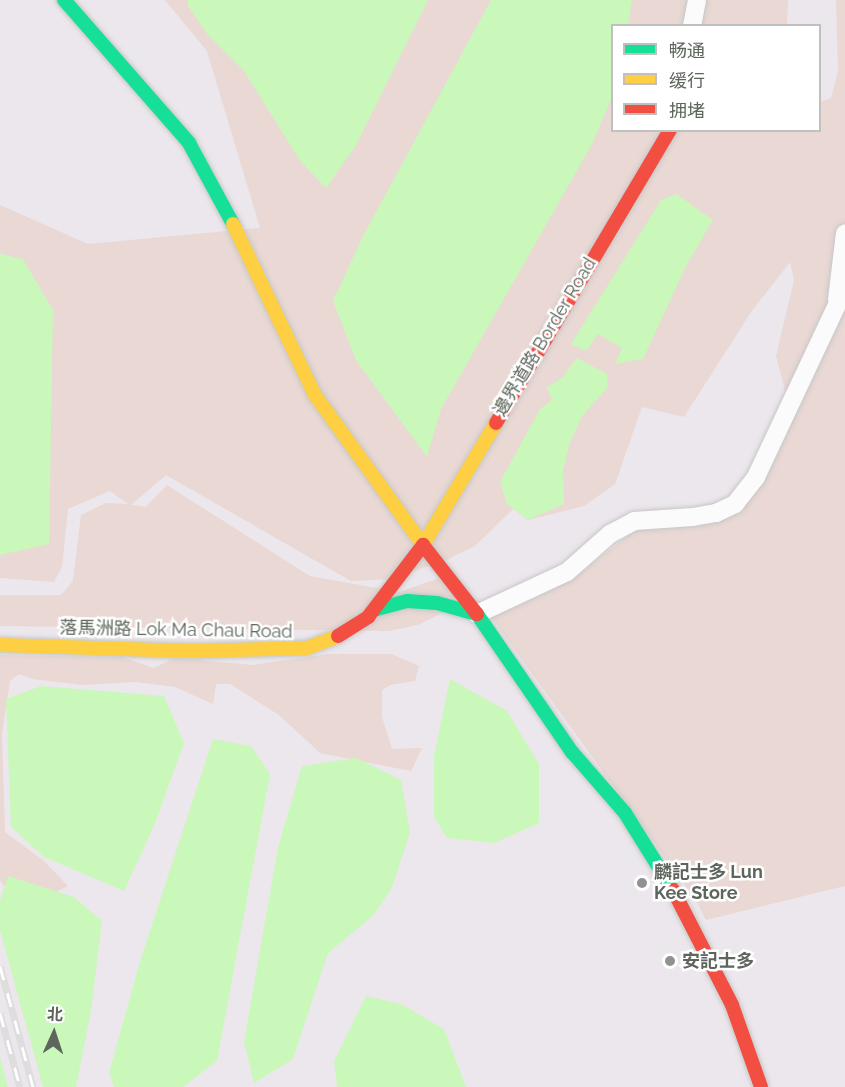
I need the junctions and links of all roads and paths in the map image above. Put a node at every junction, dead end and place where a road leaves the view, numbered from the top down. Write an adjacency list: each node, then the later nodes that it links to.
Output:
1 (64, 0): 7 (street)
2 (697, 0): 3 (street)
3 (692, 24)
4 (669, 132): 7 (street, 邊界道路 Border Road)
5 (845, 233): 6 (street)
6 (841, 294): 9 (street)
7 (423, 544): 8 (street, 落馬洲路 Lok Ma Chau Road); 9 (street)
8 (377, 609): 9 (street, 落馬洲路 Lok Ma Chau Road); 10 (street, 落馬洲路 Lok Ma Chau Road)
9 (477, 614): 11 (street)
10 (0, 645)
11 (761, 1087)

-*-*-

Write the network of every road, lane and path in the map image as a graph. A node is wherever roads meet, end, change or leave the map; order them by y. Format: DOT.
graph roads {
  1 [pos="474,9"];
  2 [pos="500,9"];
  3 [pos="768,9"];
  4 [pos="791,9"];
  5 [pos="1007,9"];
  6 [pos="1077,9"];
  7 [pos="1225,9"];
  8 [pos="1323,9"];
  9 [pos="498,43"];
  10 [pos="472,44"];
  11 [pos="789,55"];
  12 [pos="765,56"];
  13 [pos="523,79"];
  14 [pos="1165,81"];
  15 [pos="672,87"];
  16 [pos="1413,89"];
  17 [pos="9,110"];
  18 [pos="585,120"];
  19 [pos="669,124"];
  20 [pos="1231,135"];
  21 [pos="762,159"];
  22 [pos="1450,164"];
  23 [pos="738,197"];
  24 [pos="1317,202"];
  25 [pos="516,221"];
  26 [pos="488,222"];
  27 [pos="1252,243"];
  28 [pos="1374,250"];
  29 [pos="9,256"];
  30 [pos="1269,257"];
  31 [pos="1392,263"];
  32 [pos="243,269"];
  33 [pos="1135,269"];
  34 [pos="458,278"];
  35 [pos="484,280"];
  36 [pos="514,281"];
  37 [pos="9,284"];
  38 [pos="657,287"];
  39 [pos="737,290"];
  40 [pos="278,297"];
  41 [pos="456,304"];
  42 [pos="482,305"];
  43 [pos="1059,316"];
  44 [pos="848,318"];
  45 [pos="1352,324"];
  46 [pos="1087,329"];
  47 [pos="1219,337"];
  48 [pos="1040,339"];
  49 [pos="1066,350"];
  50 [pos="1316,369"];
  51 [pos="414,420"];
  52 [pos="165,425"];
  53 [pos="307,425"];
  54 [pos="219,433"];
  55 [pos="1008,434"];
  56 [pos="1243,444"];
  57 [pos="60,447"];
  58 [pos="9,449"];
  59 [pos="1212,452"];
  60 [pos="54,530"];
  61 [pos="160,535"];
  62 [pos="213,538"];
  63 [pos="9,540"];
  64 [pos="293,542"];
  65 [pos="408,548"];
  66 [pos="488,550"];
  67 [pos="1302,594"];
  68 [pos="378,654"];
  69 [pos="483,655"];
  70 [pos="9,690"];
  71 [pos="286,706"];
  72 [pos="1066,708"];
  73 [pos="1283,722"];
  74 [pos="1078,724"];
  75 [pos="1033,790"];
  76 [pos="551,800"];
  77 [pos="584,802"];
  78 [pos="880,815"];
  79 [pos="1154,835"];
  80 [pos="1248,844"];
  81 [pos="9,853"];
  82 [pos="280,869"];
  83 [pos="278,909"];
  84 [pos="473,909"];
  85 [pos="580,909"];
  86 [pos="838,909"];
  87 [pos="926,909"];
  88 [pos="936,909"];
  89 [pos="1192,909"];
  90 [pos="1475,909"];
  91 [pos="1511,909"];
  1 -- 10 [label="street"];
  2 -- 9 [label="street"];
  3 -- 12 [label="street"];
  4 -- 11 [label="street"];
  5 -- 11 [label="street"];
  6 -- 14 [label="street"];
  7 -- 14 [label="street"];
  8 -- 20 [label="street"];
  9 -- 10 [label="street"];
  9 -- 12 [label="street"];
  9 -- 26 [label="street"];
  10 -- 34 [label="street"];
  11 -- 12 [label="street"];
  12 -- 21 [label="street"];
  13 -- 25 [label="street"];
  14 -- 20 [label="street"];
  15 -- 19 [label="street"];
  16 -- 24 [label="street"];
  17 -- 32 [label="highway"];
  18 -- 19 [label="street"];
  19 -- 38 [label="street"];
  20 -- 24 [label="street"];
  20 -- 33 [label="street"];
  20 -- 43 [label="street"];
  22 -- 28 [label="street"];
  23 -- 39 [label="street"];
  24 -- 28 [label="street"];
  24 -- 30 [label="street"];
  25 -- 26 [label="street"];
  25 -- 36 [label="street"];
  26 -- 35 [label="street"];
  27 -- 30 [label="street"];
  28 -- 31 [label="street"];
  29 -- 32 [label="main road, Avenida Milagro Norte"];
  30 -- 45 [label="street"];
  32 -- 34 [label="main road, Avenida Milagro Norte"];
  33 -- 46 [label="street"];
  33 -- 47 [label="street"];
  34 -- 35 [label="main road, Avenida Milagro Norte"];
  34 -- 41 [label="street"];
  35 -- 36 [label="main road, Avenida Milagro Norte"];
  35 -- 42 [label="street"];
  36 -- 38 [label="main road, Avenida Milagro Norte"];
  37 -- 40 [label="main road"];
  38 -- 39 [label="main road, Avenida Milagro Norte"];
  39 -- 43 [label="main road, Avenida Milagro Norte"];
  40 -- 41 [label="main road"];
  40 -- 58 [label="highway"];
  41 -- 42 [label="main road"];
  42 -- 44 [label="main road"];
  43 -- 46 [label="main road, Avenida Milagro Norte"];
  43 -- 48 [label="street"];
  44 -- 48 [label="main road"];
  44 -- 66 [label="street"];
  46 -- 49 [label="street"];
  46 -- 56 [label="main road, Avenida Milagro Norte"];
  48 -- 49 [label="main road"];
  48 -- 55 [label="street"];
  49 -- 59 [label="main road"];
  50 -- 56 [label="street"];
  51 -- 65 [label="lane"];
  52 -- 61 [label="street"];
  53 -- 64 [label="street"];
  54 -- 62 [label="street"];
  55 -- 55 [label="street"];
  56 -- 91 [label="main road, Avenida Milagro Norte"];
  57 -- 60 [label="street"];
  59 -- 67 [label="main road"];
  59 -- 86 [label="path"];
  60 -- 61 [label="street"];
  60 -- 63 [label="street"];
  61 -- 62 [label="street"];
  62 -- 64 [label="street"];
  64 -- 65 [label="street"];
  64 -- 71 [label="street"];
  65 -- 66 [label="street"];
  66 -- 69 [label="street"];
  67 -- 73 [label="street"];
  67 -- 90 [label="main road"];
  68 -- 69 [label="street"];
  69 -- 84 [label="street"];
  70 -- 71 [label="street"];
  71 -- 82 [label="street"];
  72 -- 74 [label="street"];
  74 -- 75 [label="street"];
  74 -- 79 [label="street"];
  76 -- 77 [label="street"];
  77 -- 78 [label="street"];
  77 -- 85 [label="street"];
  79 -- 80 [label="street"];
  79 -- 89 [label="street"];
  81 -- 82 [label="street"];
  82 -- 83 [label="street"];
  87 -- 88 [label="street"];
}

-*-*-

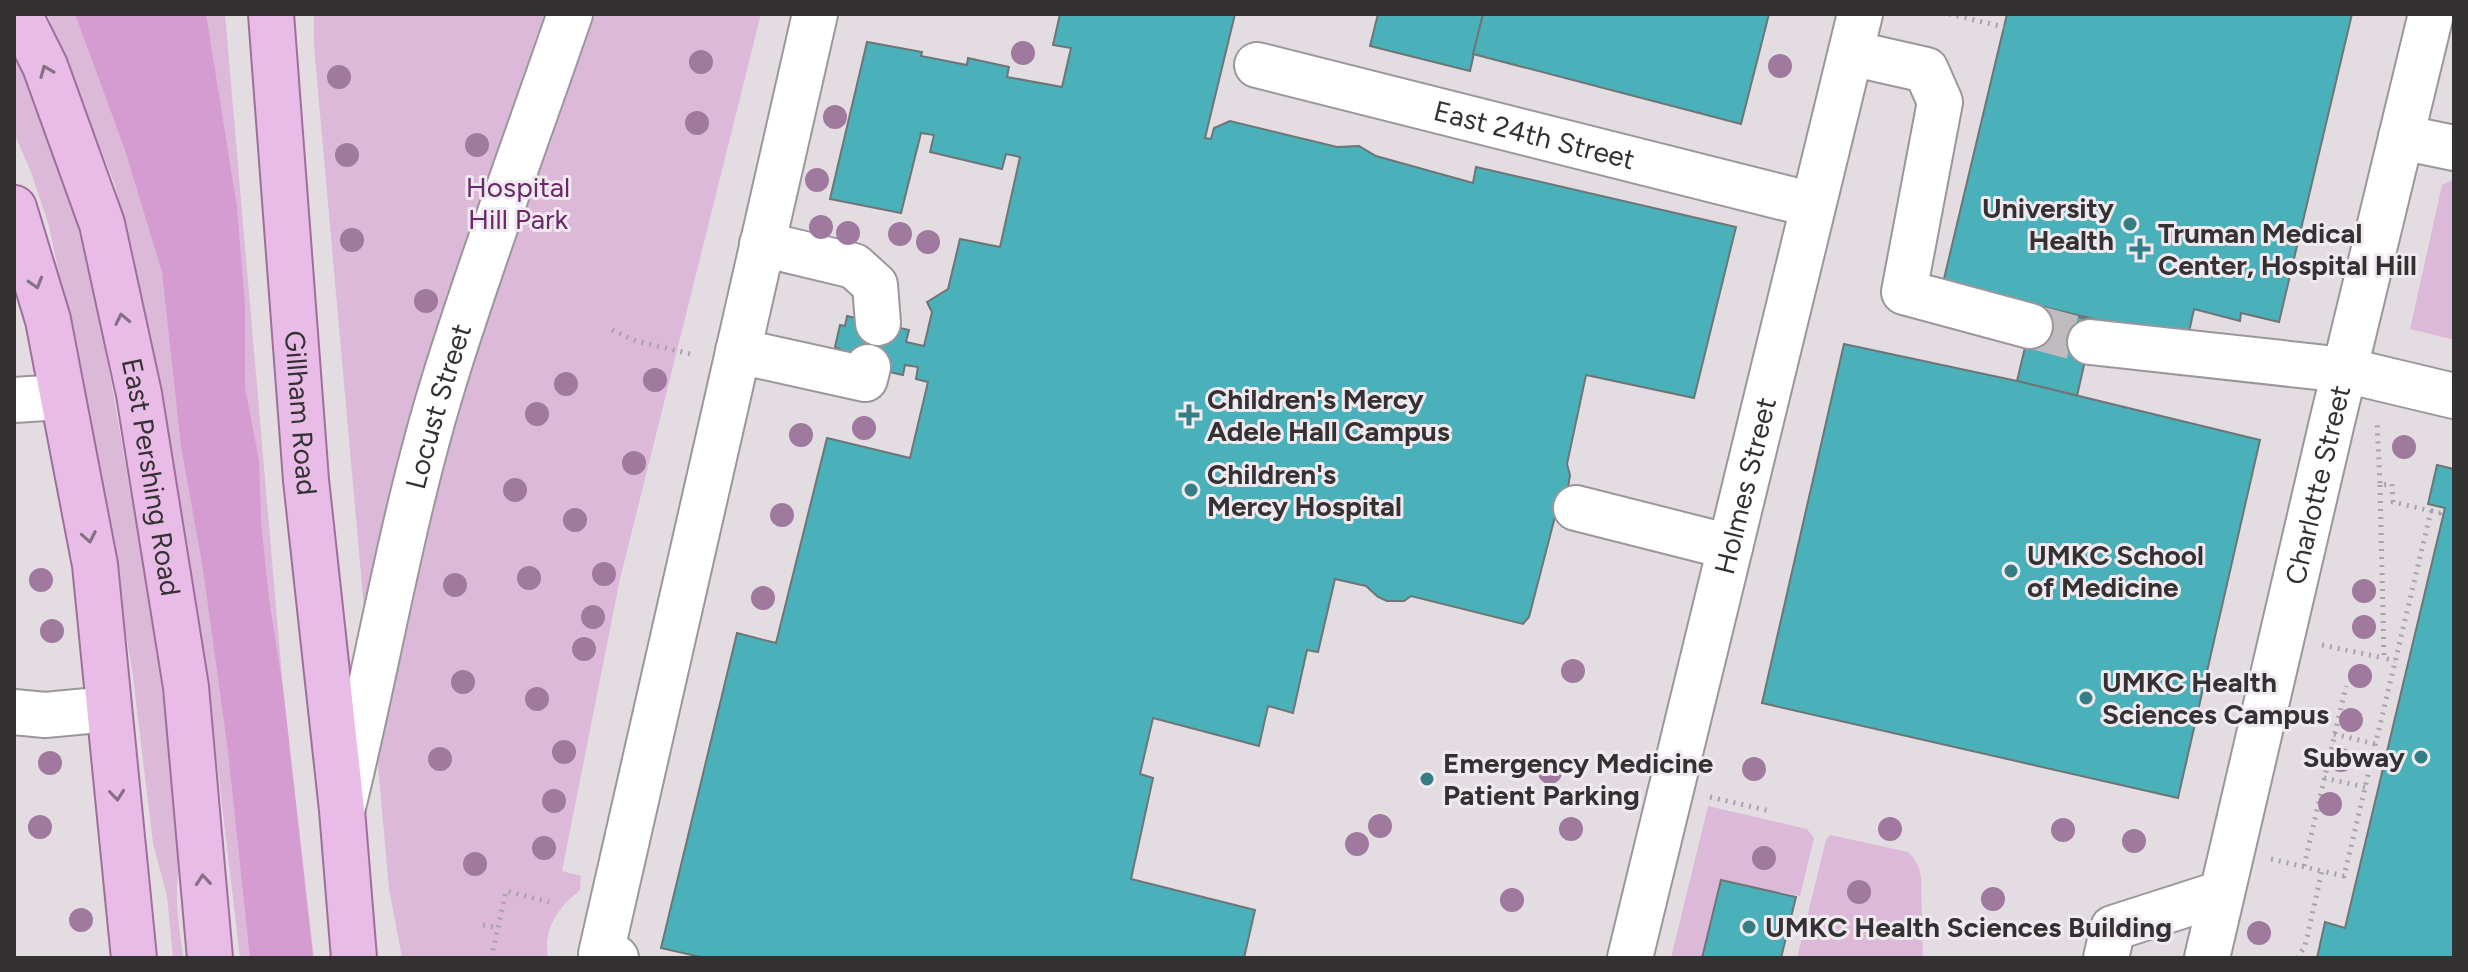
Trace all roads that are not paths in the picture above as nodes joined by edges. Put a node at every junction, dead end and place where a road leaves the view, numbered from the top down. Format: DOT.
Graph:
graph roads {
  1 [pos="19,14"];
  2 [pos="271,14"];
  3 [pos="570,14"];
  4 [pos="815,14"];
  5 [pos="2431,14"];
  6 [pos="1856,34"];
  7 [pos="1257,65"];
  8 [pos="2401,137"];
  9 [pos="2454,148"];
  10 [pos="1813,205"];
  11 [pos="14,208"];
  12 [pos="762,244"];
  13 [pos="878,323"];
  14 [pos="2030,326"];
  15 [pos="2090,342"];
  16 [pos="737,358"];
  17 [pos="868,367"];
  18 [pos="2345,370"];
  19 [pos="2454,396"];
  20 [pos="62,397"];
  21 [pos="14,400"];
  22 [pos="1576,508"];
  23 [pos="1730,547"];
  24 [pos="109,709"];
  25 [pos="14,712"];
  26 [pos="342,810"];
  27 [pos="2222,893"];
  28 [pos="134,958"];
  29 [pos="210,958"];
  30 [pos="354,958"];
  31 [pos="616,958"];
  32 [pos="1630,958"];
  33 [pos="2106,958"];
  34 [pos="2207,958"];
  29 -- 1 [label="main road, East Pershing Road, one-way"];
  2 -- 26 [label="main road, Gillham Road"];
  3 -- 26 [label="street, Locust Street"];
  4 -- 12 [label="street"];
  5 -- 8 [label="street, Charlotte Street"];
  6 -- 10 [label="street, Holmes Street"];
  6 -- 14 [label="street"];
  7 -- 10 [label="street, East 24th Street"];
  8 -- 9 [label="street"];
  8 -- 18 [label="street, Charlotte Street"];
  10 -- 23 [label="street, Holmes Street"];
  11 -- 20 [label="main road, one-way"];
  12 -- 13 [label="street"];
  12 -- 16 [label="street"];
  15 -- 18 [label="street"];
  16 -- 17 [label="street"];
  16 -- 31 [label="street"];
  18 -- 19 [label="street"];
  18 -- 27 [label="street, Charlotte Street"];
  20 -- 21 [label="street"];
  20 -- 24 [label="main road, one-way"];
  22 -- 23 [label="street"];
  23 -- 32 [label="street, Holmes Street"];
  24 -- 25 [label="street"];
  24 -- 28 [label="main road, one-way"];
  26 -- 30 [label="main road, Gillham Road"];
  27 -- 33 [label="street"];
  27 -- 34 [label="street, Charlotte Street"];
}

-*-*-

EXERCISE DIRECTIONS =
Copy each line of the data that contains the word "leaves".

OUTPUT =
I need the junctions and links of all roads and paths in the map image above. Put a node at every junction, dead end and place where a road leaves the view, numbered from the top down. Write an adjacency list: each node, then the later nodes that it links to.
Trace all roads that are not paths in the picture above as nodes joined by edges. Put a node at every junction, dead end and place where a road leaves the view, numbered from the top down. Format: DOT.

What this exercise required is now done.